Dataset records:

Content starts

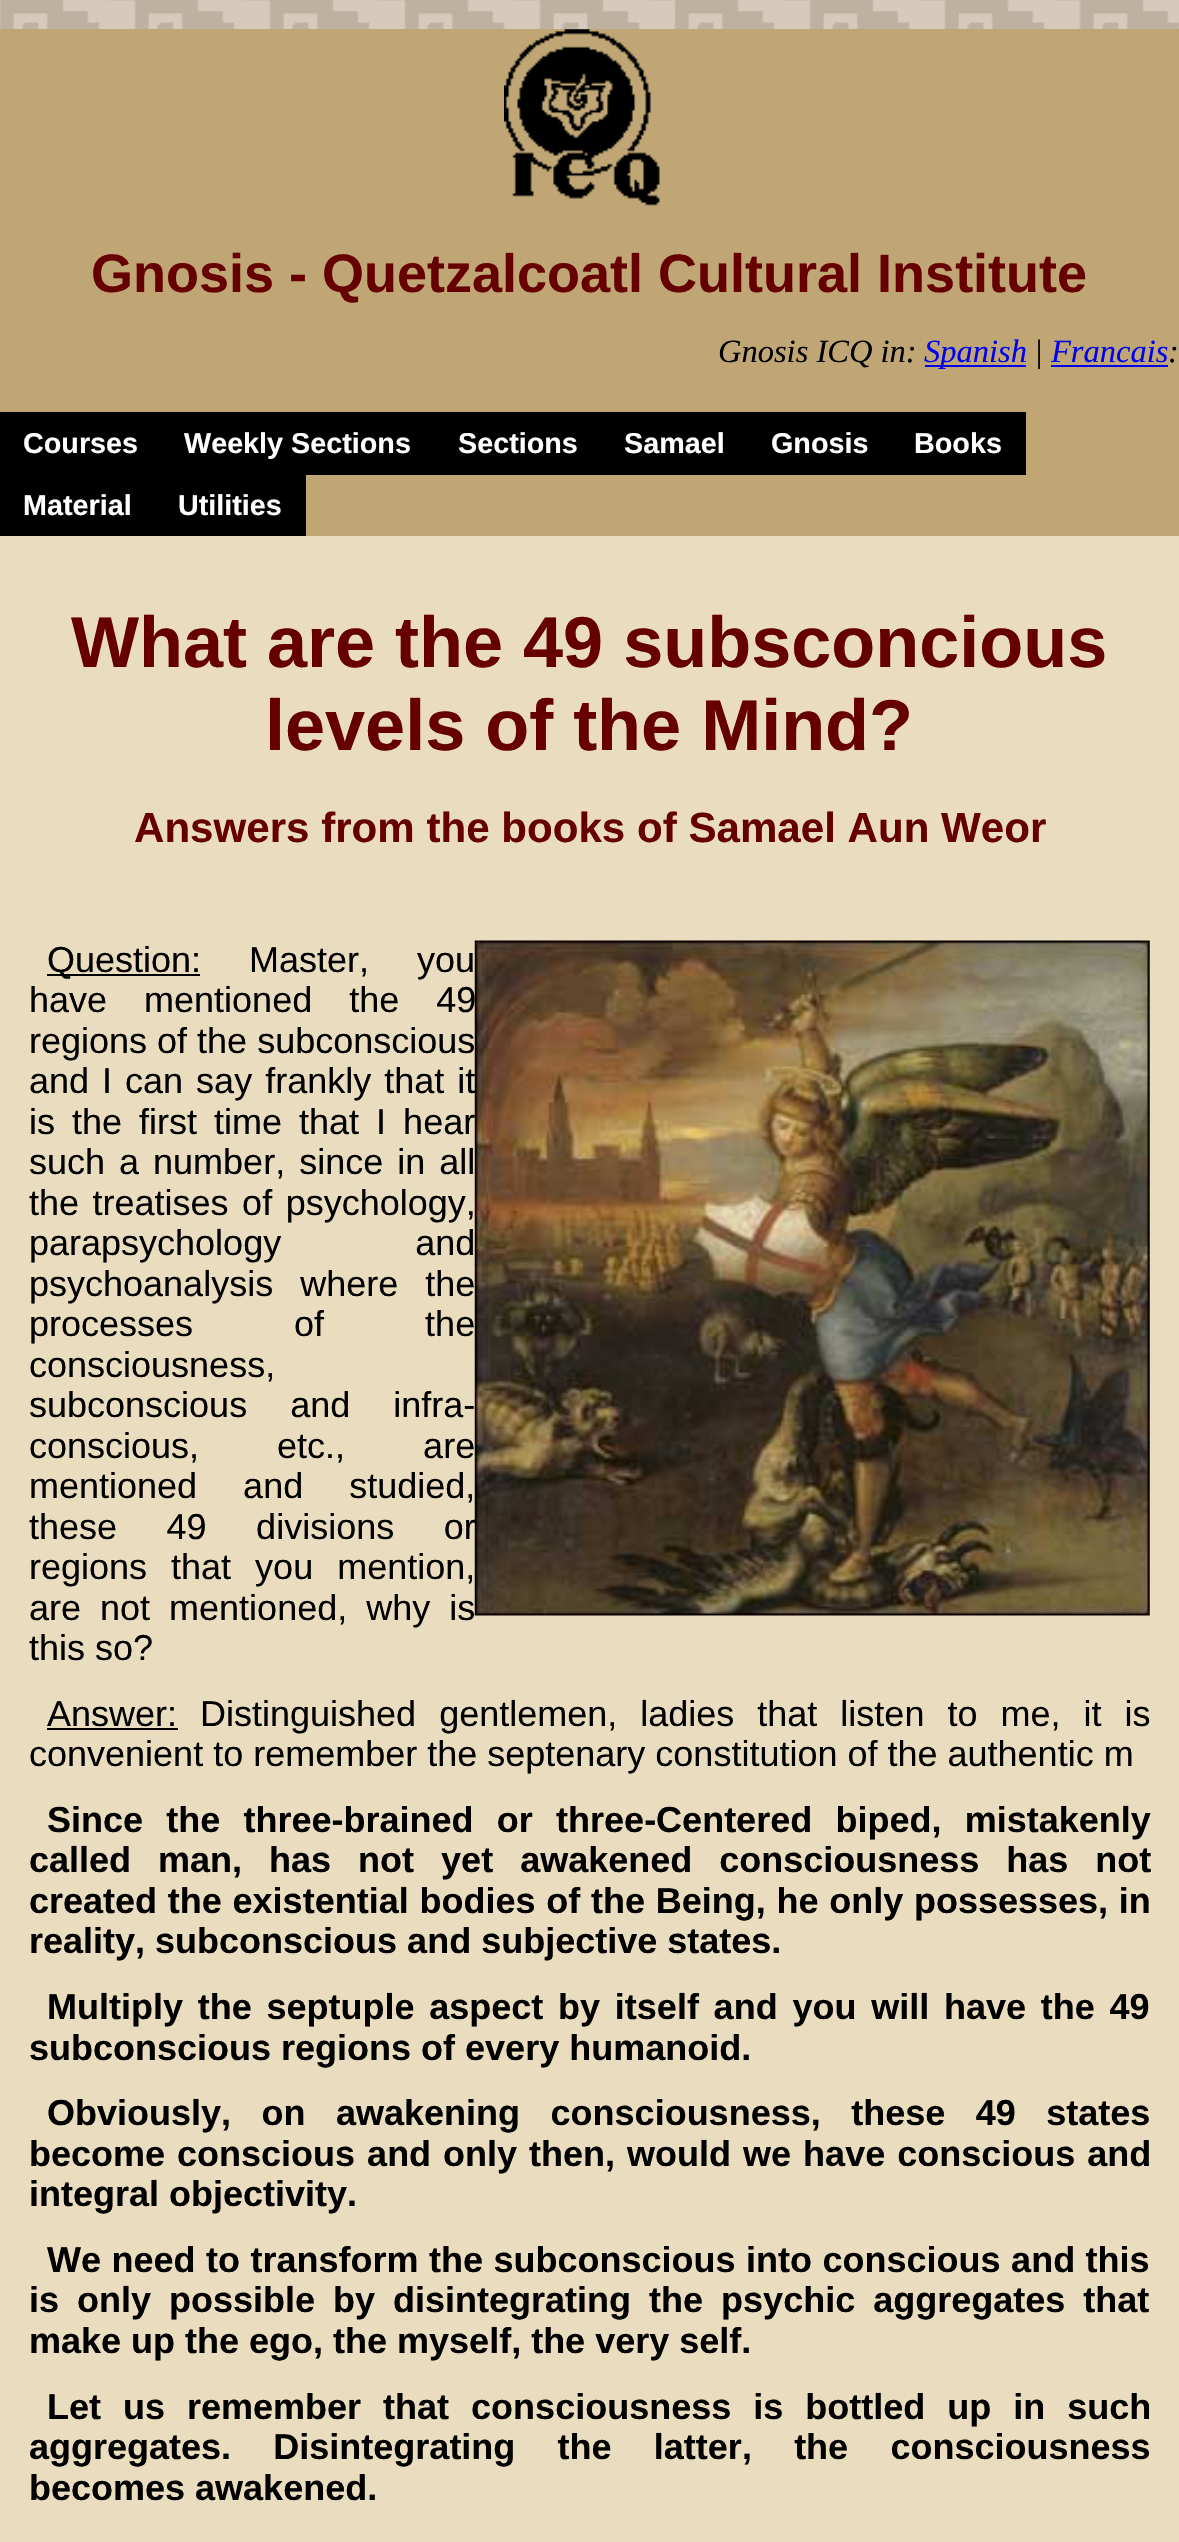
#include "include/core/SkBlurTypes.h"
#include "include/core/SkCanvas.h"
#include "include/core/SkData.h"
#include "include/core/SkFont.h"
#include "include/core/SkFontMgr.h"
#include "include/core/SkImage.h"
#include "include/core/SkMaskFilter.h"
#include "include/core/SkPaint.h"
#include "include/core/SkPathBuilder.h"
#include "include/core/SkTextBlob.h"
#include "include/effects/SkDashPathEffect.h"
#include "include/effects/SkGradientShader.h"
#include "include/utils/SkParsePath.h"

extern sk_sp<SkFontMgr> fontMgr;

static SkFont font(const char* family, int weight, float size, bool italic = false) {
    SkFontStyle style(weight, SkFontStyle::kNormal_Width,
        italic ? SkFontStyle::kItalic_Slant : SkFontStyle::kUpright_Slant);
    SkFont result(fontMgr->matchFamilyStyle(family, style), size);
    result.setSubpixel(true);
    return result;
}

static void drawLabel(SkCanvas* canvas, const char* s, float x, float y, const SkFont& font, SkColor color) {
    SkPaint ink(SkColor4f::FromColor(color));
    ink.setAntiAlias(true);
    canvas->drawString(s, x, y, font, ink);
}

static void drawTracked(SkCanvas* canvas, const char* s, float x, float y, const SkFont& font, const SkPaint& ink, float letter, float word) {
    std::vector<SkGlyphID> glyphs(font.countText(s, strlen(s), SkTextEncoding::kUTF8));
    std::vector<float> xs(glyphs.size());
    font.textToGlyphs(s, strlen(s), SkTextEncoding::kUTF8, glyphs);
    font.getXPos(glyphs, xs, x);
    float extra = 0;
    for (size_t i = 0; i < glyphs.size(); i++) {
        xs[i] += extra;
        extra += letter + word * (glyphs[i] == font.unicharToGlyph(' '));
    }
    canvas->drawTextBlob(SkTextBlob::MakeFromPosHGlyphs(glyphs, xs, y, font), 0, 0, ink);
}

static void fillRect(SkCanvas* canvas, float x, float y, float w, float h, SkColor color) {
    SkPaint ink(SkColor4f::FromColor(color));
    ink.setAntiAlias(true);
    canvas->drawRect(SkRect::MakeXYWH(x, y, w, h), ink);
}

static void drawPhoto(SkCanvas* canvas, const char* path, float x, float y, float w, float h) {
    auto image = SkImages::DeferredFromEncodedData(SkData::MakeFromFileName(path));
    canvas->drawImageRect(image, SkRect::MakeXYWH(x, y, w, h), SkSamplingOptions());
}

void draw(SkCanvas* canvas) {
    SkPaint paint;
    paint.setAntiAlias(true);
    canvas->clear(0xFFD7C9BB);
    drawPhoto(canvas, "assets/img1.png", 0, 0, 1179, 29);
    fillRect(canvas, 0, 29, 1179, 507, 0xFFC0A674);
    drawPhoto(canvas, "assets/img2.png", 504, 29, 156, 177);
    SkFont font1 = font("Liberation Sans", 700, 54);
    drawLabel(canvas, "Gnosis - Quetzalcoatl Cultural Institute", 91, 292, font1, 0xFF660000);
    SkFont font2 = font("Liberation Serif", 400, 32.5f, true);
    drawLabel(canvas, "Gnosis ICQ in:", 718, 362, font2, 0xFF000000);
    fillRect(canvas, 925, 365, 101, 2, 0xFF0000EE);
    drawLabel(canvas, "Spanish", 924, 362, font2, 0xFF0000EE);
    drawLabel(canvas, "|", 1034, 362, font2, 0xFF000000);
    drawLabel(canvas, "Francais", 1051, 362, font2, 0xFF0000EE);
    fillRect(canvas, 1051, 365, 117, 2, 0xFF0000EE);
    drawLabel(canvas, ":", 1168, 362, font2, 0xFF000000);
    fillRect(canvas, 0, 412, 1026, 63, 0xFF000000);
    SkFont font3 = font("Liberation Sans", 700, 28.75f);
    drawLabel(canvas, "Courses", 23, 453, font3, 0xFFFFFFFF);
    drawLabel(canvas, "Weekly Sections", 184, 453, font3, 0xFFFFFFFF);
    drawLabel(canvas, "Sections", 458, 453, font3, 0xFFFFFFFF);
    drawLabel(canvas, "Samael", 624, 453, font3, 0xFFFFFFFF);
    drawLabel(canvas, "Gnosis", 771, 453, font3, 0xFFFFFFFF);
    drawLabel(canvas, "Books", 914, 453, font3, 0xFFFFFFFF);
    fillRect(canvas, 0, 475, 306, 61, 0xFF000000);
    drawLabel(canvas, "Material", 23, 515, font3, 0xFFFFFFFF);
    drawLabel(canvas, "Utilities", 178, 515, font3, 0xFFFFFFFF);
    fillRect(canvas, 0, 536, 1179, 2006, 0xFFEADCBF);
    SkFont font4 = font("Liberation Sans", 700, 72);
    drawLabel(canvas, "What are the 49 subsconcious", 71, 667, font4, 0xFF660000);
    drawLabel(canvas, "levels of the Mind?", 265, 750, font4, 0xFF660000);
    SkFont font5 = font("Liberation Sans", 700, 42.1f);
    drawLabel(canvas, "Answers from the books of Samael Aun Weor", 134, 842, font5, 0xFF660000);
    fillRect(canvas, 47, 974, 153, 2, 0xFF000000);
    SkFont font6 = font("Liberation Sans", 400, 36);
    drawLabel(canvas, "Question:", 47, 972, font6, 0xFF000000);
    paint.setColor(0xFF000000);
    drawTracked(canvas, "Master, you", 249, 972, font6, paint, 0, 38);
    drawTracked(canvas, "have mentioned the 49", 29, 1012, font6, paint, 0, 27);
    drawLabel(canvas, "regions of the subconscious", 29, 1053, font6, 0xFF000000);
    drawPhoto(canvas, "assets/img3.png", 474, 940, 676, 676);
    drawTracked(canvas, "and I can say frankly that it", 29, 1093, font6, paint, 0, 3);
    drawTracked(canvas, "is the first time that I hear", 29, 1134, font6, paint, 0, 7);
    drawTracked(canvas, "such a number, since in all", 29, 1174, font6, paint, 0, 4);
    drawTracked(canvas, "the treatises of psychology,", 29, 1215, font6, paint, 0, 3.5f);
    drawTracked(canvas, "parapsychology and", 29, 1255, font6, paint, 0, 124);
    drawTracked(canvas, "psychoanalysis where the", 29, 1296, font6, paint, 0, 17);
    drawTracked(canvas, "processes of the", 29, 1336, font6, paint, 0, 91);
    drawLabel(canvas, "consciousness,", 29, 1377, font6, 0xFF000000);
    drawTracked(canvas, "subconscious and infra-", 29, 1417, font6, paint, 0, 33);
    drawTracked(canvas, "conscious, etc., are", 29, 1458, font6, paint, 0, 68);
    drawTracked(canvas, "mentioned and studied,", 29, 1498, font6, paint, 0, 36);
    drawTracked(canvas, "these 49 divisions or", 29, 1539, font6, paint, 0, 39.5f);
    drawTracked(canvas, "regions that you mention,", 29, 1579, font6, paint, 0, 14);
    drawTracked(canvas, "are not mentioned, why is", 29, 1620, font6, paint, 0, 9);
    drawLabel(canvas, "this so?", 29, 1660, font6, 0xFF000000);
    drawLabel(canvas, "Answer:", 47, 1726, font6, 0xFF000000);
    fillRect(canvas, 47, 1728, 131, 2, 0xFF000000);
    drawTracked(canvas, "Distinguished gentlemen, ladies that listen to me, it is", 200, 1726, font6, paint, 0, 13);
    drawLabel(canvas, "convenient to remember the septenary constitution of the authentic m", 29, 1766, font6, 0xFF000000);
    SkFont font7 = font("Liberation Sans", 700, 36);
    drawTracked(canvas, "Since the three-brained or three-Centered biped, mistakenly", 47, 1832, font7, paint, 0, 13.25f);
    drawTracked(canvas, "called man, has not yet awakened consciousness has not", 29, 1872, font7, paint, 0, 17);
    drawTracked(canvas, "created the existential bodies of the Being, he only possesses, in", 29, 1913, font7, paint, 0, 0.75f);
    drawLabel(canvas, "reality, subconscious and subjective states.", 29, 1953, font7, 0xFF000000);
    drawTracked(canvas, "Multiply the septuple aspect by itself and you will have the 49", 47, 2019, font7, paint, 0, 4.75f);
    drawLabel(canvas, "subconscious regions of every humanoid.", 29, 2060, font7, 0xFF000000);
    drawTracked(canvas, "Obviously, on awakening consciousness, these 49 states", 47, 2125, font7, paint, 0, 20.5f);
    drawTracked(canvas, "become conscious and only then, would we have conscious and", 29, 2166, font7, paint, 0, 2);
    drawLabel(canvas, "integral objectivity.", 29, 2206, font7, 0xFF000000);
    drawTracked(canvas, "We need to transform the subconscious into conscious and this", 47, 2272, font7, paint, 0, 0.5f);
    drawTracked(canvas, "is only possible by disintegrating the psychic aggregates that", 29, 2312, font7, paint, 0, 8);
    drawLabel(canvas, "make up the ego, the myself, the very self.", 29, 2353, font7, 0xFF000000);
    drawTracked(canvas, "Let us remember that consciousness is bottled up in such", 47, 2419, font7, paint, 0, 12);
    drawTracked(canvas, "aggregates. Disintegrating the latter, the consciousness", 29, 2459, font7, paint, 0, 32.25f);
    drawLabel(canvas, "becomes awakened.", 29, 2500, font7, 0xFF000000);
}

Content ends

§ **Work to be completed**
The stretch of entries above that starts with the line containing "w, h), SkSamplingOptions());" and goes on through the line containing "paint.setAntiAlias(true);" is to be transcribed exactly, and no other line is to be transcribed.

§ **Answer to this task**
    canvas->drawImageRect(image, SkRect::MakeXYWH(x, y, w, h), SkSamplingOptions());
}

void draw(SkCanvas* canvas) {
    SkPaint paint;
    paint.setAntiAlias(true);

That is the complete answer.